To do:
Show all lines from the data that include the word "setLineDash".

---------- Records to use

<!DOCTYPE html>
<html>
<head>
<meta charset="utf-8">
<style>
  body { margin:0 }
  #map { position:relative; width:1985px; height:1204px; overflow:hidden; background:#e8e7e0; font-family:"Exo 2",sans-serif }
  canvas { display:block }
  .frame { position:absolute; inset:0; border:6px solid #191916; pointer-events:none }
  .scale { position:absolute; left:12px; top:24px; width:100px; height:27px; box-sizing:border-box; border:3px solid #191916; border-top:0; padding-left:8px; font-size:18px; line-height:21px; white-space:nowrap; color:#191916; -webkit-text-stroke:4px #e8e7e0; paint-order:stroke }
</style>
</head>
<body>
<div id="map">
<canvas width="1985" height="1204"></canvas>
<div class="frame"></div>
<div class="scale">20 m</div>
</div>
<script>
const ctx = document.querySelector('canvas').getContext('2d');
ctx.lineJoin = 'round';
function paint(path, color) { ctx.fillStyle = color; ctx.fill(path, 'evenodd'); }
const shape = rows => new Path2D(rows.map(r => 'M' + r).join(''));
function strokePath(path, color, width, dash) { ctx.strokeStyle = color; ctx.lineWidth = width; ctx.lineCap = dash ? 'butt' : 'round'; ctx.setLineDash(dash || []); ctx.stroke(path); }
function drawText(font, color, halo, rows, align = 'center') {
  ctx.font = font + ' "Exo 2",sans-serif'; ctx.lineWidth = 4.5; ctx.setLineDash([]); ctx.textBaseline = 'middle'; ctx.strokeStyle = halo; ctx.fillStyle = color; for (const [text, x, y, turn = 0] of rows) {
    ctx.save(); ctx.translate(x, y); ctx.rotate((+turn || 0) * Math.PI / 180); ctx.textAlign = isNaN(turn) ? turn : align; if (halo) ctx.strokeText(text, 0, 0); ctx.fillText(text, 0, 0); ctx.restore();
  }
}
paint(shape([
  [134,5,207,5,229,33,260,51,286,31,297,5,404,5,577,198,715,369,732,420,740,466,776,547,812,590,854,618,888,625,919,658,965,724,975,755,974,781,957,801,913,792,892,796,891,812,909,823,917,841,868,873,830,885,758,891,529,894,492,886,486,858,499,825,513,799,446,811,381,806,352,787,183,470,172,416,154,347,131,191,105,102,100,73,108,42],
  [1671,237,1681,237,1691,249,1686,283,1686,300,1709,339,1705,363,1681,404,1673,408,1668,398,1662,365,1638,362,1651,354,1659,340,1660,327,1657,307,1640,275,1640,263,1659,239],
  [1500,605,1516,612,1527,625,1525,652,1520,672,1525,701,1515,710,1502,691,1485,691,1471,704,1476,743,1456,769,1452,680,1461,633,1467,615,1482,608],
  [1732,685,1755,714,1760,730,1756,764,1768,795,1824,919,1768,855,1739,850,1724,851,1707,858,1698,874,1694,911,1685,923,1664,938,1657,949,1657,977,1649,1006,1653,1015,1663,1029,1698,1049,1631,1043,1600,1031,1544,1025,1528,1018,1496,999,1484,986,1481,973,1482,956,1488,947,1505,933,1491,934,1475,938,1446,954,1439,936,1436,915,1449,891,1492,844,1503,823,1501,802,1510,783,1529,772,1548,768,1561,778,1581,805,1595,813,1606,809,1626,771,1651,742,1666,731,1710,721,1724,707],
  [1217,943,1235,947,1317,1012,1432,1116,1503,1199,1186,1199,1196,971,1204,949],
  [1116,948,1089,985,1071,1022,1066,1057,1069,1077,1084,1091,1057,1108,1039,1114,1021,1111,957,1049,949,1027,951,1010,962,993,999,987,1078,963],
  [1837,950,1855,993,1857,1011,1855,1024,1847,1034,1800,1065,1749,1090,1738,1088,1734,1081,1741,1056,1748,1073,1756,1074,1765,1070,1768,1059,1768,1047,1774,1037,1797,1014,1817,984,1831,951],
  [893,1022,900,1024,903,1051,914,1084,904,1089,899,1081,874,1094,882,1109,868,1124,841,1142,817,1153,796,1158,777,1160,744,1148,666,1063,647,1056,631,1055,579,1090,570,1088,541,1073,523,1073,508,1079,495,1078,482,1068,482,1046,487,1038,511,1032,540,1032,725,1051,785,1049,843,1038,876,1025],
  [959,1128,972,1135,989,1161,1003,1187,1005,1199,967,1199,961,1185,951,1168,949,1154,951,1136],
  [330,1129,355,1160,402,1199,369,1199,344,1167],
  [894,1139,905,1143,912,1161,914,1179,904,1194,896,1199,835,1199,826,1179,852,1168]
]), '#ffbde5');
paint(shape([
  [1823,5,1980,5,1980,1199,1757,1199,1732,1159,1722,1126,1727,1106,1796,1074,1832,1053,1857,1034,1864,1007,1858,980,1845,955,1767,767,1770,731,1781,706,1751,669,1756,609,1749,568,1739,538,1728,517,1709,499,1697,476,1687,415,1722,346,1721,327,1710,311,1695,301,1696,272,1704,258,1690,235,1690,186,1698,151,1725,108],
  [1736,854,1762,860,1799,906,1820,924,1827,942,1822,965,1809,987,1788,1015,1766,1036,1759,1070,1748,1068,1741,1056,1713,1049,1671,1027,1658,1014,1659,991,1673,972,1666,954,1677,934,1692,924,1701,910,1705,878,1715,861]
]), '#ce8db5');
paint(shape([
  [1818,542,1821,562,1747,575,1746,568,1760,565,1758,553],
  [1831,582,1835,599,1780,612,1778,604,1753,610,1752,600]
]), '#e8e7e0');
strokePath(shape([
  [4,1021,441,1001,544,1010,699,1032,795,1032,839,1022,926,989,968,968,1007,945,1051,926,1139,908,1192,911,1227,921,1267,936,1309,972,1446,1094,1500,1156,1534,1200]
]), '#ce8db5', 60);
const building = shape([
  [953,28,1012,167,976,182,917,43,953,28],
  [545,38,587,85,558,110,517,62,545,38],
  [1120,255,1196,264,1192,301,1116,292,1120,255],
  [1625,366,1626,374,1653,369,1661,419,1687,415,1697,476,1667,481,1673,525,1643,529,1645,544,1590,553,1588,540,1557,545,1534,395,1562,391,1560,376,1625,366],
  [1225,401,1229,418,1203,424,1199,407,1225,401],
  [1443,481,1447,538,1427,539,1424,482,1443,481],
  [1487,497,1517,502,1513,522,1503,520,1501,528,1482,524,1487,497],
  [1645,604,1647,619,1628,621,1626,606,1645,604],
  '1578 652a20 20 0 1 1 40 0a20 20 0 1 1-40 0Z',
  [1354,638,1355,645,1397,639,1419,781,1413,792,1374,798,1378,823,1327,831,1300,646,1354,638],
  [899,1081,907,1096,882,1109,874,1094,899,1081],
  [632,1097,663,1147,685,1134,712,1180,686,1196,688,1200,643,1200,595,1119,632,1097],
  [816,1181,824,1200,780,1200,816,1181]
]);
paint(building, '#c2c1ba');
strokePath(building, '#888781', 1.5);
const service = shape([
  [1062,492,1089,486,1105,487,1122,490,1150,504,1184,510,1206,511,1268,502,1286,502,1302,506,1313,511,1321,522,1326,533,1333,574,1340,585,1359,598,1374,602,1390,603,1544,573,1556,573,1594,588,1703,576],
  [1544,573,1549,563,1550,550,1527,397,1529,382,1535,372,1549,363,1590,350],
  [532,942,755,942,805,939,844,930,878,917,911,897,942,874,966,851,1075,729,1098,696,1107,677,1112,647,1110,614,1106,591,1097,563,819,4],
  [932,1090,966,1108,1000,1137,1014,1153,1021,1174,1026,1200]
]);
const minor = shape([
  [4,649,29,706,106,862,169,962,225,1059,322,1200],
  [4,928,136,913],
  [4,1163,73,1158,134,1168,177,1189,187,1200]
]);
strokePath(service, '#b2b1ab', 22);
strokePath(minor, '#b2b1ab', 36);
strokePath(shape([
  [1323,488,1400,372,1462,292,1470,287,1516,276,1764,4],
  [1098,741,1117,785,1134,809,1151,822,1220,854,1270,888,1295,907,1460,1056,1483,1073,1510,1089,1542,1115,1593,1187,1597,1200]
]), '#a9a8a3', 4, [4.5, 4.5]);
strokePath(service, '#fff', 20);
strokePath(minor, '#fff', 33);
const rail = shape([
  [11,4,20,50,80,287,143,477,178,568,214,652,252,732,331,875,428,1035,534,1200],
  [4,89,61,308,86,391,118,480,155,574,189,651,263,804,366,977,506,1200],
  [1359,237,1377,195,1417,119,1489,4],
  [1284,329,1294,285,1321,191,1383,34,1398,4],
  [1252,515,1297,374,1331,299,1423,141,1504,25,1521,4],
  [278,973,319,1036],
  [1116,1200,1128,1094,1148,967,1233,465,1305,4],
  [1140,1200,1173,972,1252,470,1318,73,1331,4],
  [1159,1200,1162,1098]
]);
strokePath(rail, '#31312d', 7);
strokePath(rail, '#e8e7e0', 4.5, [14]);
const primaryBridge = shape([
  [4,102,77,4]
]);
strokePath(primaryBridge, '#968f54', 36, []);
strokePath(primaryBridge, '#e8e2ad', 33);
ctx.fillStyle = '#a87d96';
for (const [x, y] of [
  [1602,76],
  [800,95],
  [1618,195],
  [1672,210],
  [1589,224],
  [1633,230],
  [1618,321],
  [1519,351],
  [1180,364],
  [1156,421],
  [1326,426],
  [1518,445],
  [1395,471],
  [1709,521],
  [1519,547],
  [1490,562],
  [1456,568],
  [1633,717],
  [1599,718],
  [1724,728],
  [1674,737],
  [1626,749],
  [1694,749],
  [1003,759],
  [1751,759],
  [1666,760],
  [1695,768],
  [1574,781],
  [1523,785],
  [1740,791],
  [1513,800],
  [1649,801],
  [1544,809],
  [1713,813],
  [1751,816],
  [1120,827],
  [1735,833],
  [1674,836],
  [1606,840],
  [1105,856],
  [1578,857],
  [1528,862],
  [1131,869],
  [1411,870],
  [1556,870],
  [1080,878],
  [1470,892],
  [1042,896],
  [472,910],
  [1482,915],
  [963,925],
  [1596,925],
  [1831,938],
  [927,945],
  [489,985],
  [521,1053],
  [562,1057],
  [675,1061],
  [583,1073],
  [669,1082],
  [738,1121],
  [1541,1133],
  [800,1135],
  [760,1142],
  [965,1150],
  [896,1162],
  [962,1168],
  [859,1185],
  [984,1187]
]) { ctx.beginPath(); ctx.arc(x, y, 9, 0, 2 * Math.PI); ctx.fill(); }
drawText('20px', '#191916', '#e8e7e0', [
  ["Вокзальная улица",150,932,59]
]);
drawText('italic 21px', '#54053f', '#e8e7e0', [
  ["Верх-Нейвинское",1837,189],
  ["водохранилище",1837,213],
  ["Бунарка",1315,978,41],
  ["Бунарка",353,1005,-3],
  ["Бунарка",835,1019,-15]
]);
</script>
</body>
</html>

--------------------

The answer:
function strokePath(path, color, width, dash) { ctx.strokeStyle = color; ctx.lineWidth = width; ctx.lineCap = dash ? 'butt' : 'round'; ctx.setLineDash(dash || []); ctx.stroke(path); }
  ctx.font = font + ' "Exo 2",sans-serif'; ctx.lineWidth = 4.5; ctx.setLineDash([]); ctx.textBaseline = 'middle'; ctx.strokeStyle = halo; ctx.fillStyle = color; for (const [text, x, y, turn = 0] of rows) {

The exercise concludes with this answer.